Pose estimation data:
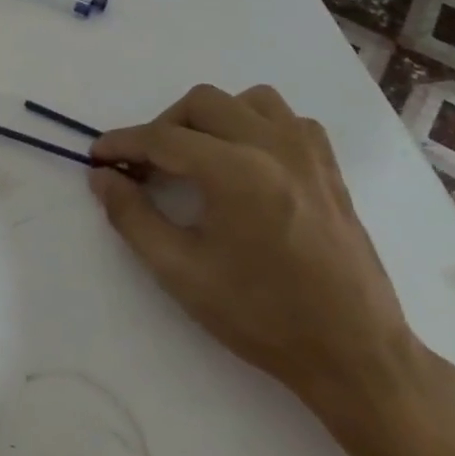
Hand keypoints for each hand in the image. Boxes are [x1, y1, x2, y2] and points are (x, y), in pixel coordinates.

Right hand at [88, 84, 419, 419]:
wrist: (356, 355)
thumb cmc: (263, 317)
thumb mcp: (181, 273)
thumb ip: (132, 216)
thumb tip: (102, 176)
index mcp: (237, 172)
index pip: (163, 138)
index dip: (123, 142)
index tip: (98, 155)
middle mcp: (274, 147)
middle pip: (202, 102)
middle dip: (164, 126)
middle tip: (148, 165)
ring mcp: (309, 154)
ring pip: (248, 100)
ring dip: (213, 117)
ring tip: (199, 156)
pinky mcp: (330, 168)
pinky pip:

_TASK OBJECTIVE_
How many lines of the entries above contain the word "hand"? Give the number alone.

_WRITTEN ANSWER_
2